▶ _Available data_:
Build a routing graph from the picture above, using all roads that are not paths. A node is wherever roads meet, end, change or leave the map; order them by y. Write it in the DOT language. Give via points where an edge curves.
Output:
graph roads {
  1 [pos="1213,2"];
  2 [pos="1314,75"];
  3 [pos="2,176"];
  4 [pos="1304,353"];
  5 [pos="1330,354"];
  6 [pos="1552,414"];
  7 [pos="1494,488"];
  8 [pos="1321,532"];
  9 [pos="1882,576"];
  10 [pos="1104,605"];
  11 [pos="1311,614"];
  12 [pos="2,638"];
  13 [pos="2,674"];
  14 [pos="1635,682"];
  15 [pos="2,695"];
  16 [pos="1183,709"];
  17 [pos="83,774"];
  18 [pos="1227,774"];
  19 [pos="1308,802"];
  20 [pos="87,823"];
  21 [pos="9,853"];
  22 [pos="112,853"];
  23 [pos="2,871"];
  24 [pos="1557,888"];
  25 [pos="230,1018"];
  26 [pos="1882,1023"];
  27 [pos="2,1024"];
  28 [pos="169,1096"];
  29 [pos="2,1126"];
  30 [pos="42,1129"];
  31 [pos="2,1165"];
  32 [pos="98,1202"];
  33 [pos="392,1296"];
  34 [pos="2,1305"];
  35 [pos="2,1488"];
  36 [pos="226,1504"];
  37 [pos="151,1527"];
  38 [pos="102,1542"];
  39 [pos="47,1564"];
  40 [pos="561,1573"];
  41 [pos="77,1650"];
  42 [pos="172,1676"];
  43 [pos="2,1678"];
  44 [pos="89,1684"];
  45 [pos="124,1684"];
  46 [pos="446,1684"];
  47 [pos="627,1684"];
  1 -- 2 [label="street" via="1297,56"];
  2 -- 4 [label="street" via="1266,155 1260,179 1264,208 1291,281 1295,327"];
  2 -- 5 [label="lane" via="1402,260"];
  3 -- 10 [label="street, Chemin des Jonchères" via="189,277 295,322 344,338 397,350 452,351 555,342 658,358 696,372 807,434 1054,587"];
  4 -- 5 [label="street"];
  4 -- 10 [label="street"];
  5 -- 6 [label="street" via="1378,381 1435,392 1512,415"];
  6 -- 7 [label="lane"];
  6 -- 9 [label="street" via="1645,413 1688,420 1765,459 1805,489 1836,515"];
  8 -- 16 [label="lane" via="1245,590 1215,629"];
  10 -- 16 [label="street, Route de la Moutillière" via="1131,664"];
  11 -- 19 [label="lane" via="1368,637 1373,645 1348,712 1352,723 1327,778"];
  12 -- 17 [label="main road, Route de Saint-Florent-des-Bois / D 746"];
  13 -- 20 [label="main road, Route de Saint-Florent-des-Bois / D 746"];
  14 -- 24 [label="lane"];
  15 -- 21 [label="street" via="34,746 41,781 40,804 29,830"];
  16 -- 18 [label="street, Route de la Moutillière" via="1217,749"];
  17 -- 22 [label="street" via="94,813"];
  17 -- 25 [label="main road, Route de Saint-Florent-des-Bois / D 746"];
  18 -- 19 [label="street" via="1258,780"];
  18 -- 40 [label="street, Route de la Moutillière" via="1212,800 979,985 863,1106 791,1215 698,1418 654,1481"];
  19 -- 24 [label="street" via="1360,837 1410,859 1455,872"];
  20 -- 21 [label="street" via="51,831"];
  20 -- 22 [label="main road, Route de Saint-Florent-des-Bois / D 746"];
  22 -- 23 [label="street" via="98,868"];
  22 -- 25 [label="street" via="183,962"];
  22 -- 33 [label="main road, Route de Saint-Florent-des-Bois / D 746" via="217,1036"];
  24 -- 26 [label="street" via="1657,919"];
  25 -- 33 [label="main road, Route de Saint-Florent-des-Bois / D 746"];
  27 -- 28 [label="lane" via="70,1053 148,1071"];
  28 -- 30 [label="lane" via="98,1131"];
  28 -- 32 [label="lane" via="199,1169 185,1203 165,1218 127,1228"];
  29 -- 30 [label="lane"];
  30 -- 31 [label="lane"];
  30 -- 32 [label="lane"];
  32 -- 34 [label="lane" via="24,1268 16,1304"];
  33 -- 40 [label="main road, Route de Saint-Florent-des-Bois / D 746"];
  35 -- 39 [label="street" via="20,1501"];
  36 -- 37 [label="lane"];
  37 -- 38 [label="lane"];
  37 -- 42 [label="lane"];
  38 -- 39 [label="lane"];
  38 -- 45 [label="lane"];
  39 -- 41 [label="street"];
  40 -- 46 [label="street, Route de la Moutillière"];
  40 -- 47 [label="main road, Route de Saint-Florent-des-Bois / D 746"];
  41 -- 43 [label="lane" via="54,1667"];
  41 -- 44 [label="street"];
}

▶ _What you need to do_: The answer must restate each entry word for word.

▶ _Response_:
Build a routing graph from the picture above, using all roads that are not paths. A node is wherever roads meet, end, change or leave the map; order them by y. Write it in the DOT language. Give via points where an edge curves.
Output:
graph roads {
  1 [pos="1213,2"];
  2 [pos="1314,75"];
  3 [pos="2,176"];
  4 [pos="1304,353"];
  5 [pos="1330,354"];
  6 [pos="1552,414"];
  7 [pos="1494,488"];
  8 [pos="1321,532"];
  9 [pos="1882,576"];
  10 [pos="1104,605"];
  11 [pos="1311,614"];
  12 [pos="2,638"];
  13 [pos="2,674"];
  14 [pos="1635,682"];
  15 [pos="2,695"];
  16 [pos="1183,709"];
  17 [pos="83,774"];
  18 [pos="1227,774"];
  19 [pos="1308,802"];
  20 [pos="87,823"];
  21 [pos="9,853"];
  22 [pos="112,853"];
  23 [pos="2,871"];
  24 [pos="1557,888"];
  25 [pos="230,1018"];
  26 [pos="1882,1023"];
  27 [pos="2,1024"];
  28 [pos="169,1096"];
  29 [pos="2,1126"];
  30 [pos="42,1129"];
  31 [pos="2,1165"];
  32 [pos="98,1202"];
  33 [pos="392,1296"];
  34 [pos="2,1305"];
  35 [pos="2,1488"];
  36 [pos="226,1504"];
  37 [pos="151,1527"];
  38 [pos="102,1542"];
  39 [pos="47,1564"];
  40 [pos="561,1573"];
  41 [pos="77,1650"];
  42 [pos="172,1676"];
  43 [pos="2,1678"];
  44 [pos="89,1684"];
  45 [pos="124,1684"];
  46 [pos="446,1684"];
  47 [pos="627,1684"];
  1 -- 2 [label="street" via="1297,56"];
  2 -- 4 [label="street" via="1266,155 1260,179 1264,208 1291,281 1295,327"];
  2 -- 5 [label="lane" via="1402,260"];
  3 -- 10 [label="street, Chemin des Jonchères" via="189,277 295,322 344,338 397,350 452,351 555,342 658,358 696,372 807,434 1054,587"];
  4 -- 5 [label="street"];
  4 -- 10 [label="street"];
  5 -- 6 [label="street" via="1378,381 1435,392 1512,415"];
  6 -- 7 [label="lane"];
  6 -- 9 [label="street" via="1645,413 1688,420 1765,459 1805,489 1836,515"];
  8 -- 16 [label="lane" via="1245,590 1215,629"];
  10 -- 16 [label="street, Route de la Moutillière" via="1131,664"];
  11 -- 19 [label="lane" via="1368,637 1373,645 1348,712 1352,723 1327,778"];
  12 -- 17 [label="main road, Route de Saint-Florent-des-Bois / D 746"];
  13 -- 20 [label="main road, Route de Saint-Florent-des-Bois / D 746"];
  14 -- 24 [label="lane"];
  15 -- 21 [label="street" via="34,746 41,781 40,804 29,830"];
  16 -- 18 [label="street, Route de la Moutillière" via="1217,749"];
  17 -- 22 [label="street" via="94,813"];
  17 -- 25 [label="main road, Route de Saint-Florent-des-Bois / D 746"];
  18 -- 19 [label="street" via="1258,780"];
  18 -- 40 [label="street, Route de la Moutillière" via="1212,800 979,985 863,1106 791,1215 698,1418 654,1481"];
  19 -- 24 [label="street" via="1360,837 1410,859 1455,872"];
  20 -- 21 [label="street" via="51,831"];
  20 -- 22 [label="main road, Route de Saint-Florent-des-Bois / D 746"];
  22 -- 23 [label="street" via="98,868"];
  22 -- 25 [label="street" via="183,962"];
  22 -- 33 [label="main road, Route de Saint-Florent-des-Bois / D 746" via="217,1036"];
  24 -- 26 [label="street" via="1657,919"];
  25 -- 33 [label="main road, Route de Saint-Florent-des-Bois / D 746"];
  27 -- 28 [label="lane" via="70,1053 148,1071"];
  28 -- 30 [label="lane" via="98,1131"];
  28 -- 32 [label="lane" via="199,1169 185,1203 165,1218 127,1228"];
  29 -- 30 [label="lane"];
  30 -- 31 [label="lane"];
  30 -- 32 [label="lane"];
  32 -- 34 [label="lane" via="24,1268 16,1304"];
  33 -- 40 [label="main road, Route de Saint-Florent-des-Bois / D 746"];
  35 -- 39 [label="street" via="20,1501"];
  36 -- 37 [label="lane"];
  37 -- 38 [label="lane"];
  37 -- 42 [label="lane"];
  38 -- 39 [label="lane"];
  38 -- 45 [label="lane"];
  39 -- 41 [label="street"];
  40 -- 46 [label="street, Route de la Moutillière"];
  40 -- 47 [label="main road, Route de Saint-Florent-des-Bois / D 746"];
  41 -- 43 [label="lane" via="54,1667"];
  41 -- 44 [label="street"];
}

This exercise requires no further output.